An open data science ecosystem is important for advancing computing and collaboration among data scientists and developers. On one side, the GPU Open Analytics Initiative (GoAi) is bringing transparent GPU acceleration to everyday tasks for analysts and making GPU-accelerated Python a first-class citizen for developers with libraries such as the Python GPU DataFrame (PyGDF). At the same time, the prototyping, collaboration, and documentation ability of the Jupyter Notebook and JupyterLab have made Project Jupyter the go-to platform for data science and development.

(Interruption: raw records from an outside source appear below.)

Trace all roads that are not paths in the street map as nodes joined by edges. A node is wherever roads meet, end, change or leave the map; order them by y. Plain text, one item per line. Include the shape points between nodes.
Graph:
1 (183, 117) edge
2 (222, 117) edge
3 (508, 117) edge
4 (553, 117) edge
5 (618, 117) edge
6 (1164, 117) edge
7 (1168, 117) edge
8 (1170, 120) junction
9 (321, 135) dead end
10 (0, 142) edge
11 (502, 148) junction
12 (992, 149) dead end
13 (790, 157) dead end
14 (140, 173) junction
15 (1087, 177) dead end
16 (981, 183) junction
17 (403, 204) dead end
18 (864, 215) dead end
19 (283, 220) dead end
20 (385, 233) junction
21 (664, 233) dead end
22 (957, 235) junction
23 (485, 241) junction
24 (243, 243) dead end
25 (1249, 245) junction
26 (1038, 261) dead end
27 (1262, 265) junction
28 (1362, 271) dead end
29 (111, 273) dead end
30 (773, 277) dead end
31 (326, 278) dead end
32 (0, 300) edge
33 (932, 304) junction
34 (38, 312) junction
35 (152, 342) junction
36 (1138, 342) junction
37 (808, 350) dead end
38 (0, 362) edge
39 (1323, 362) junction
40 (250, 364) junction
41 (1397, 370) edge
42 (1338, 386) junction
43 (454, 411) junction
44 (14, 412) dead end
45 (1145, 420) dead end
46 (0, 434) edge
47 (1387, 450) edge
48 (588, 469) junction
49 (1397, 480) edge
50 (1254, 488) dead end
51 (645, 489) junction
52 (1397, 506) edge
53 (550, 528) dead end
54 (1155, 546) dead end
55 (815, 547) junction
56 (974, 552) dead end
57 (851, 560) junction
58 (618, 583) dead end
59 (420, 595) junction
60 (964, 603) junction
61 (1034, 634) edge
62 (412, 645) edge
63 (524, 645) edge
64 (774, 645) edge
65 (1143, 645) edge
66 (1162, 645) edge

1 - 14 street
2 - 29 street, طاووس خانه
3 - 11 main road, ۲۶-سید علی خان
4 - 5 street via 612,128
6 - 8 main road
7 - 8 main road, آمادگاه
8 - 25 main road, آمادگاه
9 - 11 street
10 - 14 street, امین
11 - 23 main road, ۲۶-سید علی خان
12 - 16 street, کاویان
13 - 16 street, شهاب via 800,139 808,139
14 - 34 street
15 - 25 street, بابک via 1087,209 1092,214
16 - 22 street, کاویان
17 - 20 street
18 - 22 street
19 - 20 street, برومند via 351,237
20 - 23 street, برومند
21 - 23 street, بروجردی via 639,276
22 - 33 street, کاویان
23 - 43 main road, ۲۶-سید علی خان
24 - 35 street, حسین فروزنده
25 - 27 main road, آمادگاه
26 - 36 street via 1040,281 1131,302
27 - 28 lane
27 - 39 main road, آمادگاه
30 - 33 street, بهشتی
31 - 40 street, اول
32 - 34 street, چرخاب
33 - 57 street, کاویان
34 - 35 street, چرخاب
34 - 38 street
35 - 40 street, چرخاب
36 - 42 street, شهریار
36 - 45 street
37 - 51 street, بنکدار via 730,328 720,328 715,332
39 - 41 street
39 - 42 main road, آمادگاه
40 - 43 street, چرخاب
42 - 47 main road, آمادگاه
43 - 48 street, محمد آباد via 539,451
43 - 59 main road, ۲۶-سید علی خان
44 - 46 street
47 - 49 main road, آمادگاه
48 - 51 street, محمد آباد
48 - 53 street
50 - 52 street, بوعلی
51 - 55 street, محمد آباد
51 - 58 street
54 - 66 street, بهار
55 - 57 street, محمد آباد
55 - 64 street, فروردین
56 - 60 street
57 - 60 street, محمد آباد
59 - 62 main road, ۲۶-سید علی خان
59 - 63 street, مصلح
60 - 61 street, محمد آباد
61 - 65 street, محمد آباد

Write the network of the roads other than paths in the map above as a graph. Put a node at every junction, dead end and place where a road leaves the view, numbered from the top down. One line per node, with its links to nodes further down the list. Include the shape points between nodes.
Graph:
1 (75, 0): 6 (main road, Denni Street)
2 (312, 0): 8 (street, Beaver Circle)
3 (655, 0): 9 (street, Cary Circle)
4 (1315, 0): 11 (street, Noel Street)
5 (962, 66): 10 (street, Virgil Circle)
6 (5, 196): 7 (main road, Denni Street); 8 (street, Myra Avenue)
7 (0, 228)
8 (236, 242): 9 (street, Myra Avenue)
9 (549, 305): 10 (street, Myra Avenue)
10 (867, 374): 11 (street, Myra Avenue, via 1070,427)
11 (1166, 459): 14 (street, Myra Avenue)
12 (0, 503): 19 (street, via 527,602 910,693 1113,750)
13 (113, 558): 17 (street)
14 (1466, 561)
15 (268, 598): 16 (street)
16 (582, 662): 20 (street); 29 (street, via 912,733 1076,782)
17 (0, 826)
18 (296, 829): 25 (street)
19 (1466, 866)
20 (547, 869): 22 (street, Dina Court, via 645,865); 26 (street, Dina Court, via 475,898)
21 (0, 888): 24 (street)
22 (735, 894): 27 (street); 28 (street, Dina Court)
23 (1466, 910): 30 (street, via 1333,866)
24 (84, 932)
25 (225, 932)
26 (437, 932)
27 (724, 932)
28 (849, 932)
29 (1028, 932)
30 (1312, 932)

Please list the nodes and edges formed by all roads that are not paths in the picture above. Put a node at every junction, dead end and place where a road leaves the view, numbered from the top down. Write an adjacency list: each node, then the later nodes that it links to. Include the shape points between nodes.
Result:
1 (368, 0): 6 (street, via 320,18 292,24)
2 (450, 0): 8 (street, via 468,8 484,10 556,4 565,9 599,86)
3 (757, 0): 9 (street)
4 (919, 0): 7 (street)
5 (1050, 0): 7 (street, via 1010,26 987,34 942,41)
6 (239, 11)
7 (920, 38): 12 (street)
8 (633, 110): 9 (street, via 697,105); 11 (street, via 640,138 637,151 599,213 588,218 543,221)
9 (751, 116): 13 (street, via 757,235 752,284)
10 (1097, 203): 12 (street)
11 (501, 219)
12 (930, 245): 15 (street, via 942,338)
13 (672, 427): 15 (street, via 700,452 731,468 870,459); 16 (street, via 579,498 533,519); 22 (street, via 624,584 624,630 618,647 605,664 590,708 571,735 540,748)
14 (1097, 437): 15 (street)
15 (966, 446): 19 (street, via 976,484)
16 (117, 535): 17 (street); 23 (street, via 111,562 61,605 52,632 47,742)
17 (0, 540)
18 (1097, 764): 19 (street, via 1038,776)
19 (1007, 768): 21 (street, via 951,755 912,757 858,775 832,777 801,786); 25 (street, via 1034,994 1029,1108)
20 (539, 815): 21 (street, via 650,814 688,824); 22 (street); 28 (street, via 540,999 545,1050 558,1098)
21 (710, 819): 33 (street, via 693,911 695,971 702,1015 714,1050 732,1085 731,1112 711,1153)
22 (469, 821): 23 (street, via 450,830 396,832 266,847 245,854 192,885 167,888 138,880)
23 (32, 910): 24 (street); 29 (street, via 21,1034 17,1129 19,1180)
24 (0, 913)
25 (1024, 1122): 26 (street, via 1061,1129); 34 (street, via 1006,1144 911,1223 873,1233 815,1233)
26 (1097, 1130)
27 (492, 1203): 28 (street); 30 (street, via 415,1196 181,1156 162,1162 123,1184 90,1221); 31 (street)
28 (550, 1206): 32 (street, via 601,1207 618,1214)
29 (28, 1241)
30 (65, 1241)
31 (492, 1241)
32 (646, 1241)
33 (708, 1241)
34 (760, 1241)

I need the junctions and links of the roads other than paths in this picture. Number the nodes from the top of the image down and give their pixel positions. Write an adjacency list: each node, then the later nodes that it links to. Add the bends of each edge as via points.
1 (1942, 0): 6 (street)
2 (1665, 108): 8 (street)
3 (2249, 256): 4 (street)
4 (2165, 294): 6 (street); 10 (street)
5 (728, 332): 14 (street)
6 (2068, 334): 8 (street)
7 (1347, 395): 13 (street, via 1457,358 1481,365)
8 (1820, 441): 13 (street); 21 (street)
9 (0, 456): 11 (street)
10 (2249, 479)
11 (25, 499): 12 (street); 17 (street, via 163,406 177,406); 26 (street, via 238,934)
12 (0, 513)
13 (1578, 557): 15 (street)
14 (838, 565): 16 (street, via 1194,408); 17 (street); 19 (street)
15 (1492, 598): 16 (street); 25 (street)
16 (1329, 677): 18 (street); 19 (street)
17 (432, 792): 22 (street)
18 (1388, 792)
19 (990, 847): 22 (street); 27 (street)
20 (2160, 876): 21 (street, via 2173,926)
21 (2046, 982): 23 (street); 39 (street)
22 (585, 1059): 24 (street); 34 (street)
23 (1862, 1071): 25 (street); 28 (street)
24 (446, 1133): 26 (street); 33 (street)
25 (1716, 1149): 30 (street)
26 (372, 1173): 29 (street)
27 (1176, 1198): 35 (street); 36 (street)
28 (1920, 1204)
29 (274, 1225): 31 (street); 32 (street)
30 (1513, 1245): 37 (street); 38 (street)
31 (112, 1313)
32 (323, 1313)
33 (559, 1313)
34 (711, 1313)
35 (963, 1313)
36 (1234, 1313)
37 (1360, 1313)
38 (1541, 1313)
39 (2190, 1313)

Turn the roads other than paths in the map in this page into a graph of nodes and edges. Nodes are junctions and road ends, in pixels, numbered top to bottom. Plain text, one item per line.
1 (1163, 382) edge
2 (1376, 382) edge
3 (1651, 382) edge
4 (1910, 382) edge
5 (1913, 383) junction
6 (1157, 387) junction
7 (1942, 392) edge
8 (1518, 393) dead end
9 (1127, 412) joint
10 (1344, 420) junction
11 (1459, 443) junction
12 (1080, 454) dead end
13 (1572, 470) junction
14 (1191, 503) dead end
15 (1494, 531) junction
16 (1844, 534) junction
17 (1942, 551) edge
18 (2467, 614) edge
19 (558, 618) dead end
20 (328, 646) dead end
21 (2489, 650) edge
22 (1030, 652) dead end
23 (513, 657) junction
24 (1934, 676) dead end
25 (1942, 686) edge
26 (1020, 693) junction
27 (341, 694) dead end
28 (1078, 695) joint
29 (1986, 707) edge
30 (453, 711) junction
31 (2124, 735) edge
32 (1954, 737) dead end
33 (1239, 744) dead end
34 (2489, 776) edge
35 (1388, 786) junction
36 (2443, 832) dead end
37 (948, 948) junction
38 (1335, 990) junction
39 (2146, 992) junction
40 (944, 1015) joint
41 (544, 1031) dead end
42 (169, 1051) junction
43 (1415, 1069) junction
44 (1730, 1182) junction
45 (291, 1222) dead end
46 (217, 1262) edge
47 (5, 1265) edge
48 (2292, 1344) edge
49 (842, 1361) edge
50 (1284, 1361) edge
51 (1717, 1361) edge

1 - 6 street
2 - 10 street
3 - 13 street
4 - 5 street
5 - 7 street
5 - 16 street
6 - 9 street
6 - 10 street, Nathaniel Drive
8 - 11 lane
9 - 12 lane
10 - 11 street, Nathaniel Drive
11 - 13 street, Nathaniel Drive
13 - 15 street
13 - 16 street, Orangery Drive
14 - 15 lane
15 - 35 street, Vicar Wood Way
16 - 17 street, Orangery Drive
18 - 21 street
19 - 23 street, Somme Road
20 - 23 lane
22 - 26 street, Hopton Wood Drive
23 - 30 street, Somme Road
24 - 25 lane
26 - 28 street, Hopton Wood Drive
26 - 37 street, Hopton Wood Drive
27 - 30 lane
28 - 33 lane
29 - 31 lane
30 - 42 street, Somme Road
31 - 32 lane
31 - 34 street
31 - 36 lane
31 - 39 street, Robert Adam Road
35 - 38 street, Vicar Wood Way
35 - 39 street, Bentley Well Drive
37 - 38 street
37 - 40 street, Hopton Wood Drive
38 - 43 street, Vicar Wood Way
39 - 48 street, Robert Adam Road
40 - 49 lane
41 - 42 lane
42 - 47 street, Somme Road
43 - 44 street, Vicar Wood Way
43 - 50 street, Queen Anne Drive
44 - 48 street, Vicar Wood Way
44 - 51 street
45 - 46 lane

Joshua Patterson, Leo Meyerovich, and Keith Kraus demonstrate how to use PyGDF and other GoAi technologies to easily analyze and interactively visualize large datasets from standard Jupyter notebooks. They offer an overview of GoAi, explain why data scientists and developers are joining together around it, and detail how to leverage it today from your existing notebooks and codebases. Along the way, you’ll learn how open standards such as Apache Arrow are enabling clean integrations and interoperability between data science and GPU tools, including a look into how Graphistry brought end-to-end GPU acceleration of visual graph analytics to Jupyter workflows and how the same pattern is repeating throughout the data processing and visualization community. The result is analysts and developers can focus on solving problems rather than worrying about gluing different libraries and technologies together. They conclude by sharing future plans for GPU data science and new ways you can contribute to improving data science as a whole.

Photo of Joshua Patterson

Joshua Patterson

NVIDIA

Joshua Patterson is a director of AI infrastructure at NVIDIA leading engineering for RAPIDS.AI. Previously, Josh was a White House Presidential Innovation Fellow and worked with leading experts across public sector, private sector, and academia to build a next-generation cyberdefense platform. His current passions are graph analytics, machine learning, and large-scale system design. Josh loves storytelling with data and creating interactive data visualizations. He holds a BA in economics from the University of North Carolina at Chapel Hill and an MA in economics from the University of South Carolina Moore School of Business.

Photo of Keith Kraus

Keith Kraus

NVIDIA

Keith Kraus is a Washington, DC-based senior engineer on the AI infrastructure team at NVIDIA, where he builds GPU-accelerated solutions around data engineering, analytics, and visualization. Previously, Keith did extensive data engineering, systems engineering, and data visualization work in the cybersecurity domain, focused on building a GPU-accelerated big data solution for advanced threat detection and cyberthreat-hunting capabilities. Keith holds a BEng in computer engineering and an MEng in networked information systems from Stevens Institute of Technology.

Photo of Leo Meyerovich

Leo Meyerovich

Graphistry

Leo Meyerovich cofounded Graphistry, Inc. to help enterprise and federal teams easily scale visual investigations of their event and graph data. Graphistry’s original approach of connecting GPUs in browsers to GPUs in datacenters builds upon the founding team’s work at UC Berkeley on the first parallel web browser and the Superconductor language. Leo is most cited for his work in language-based security and policy verification. His earlier research received awards for the first reactive web language Flapjax, parallelizing the web browser, and the sociological foundations of programming languages.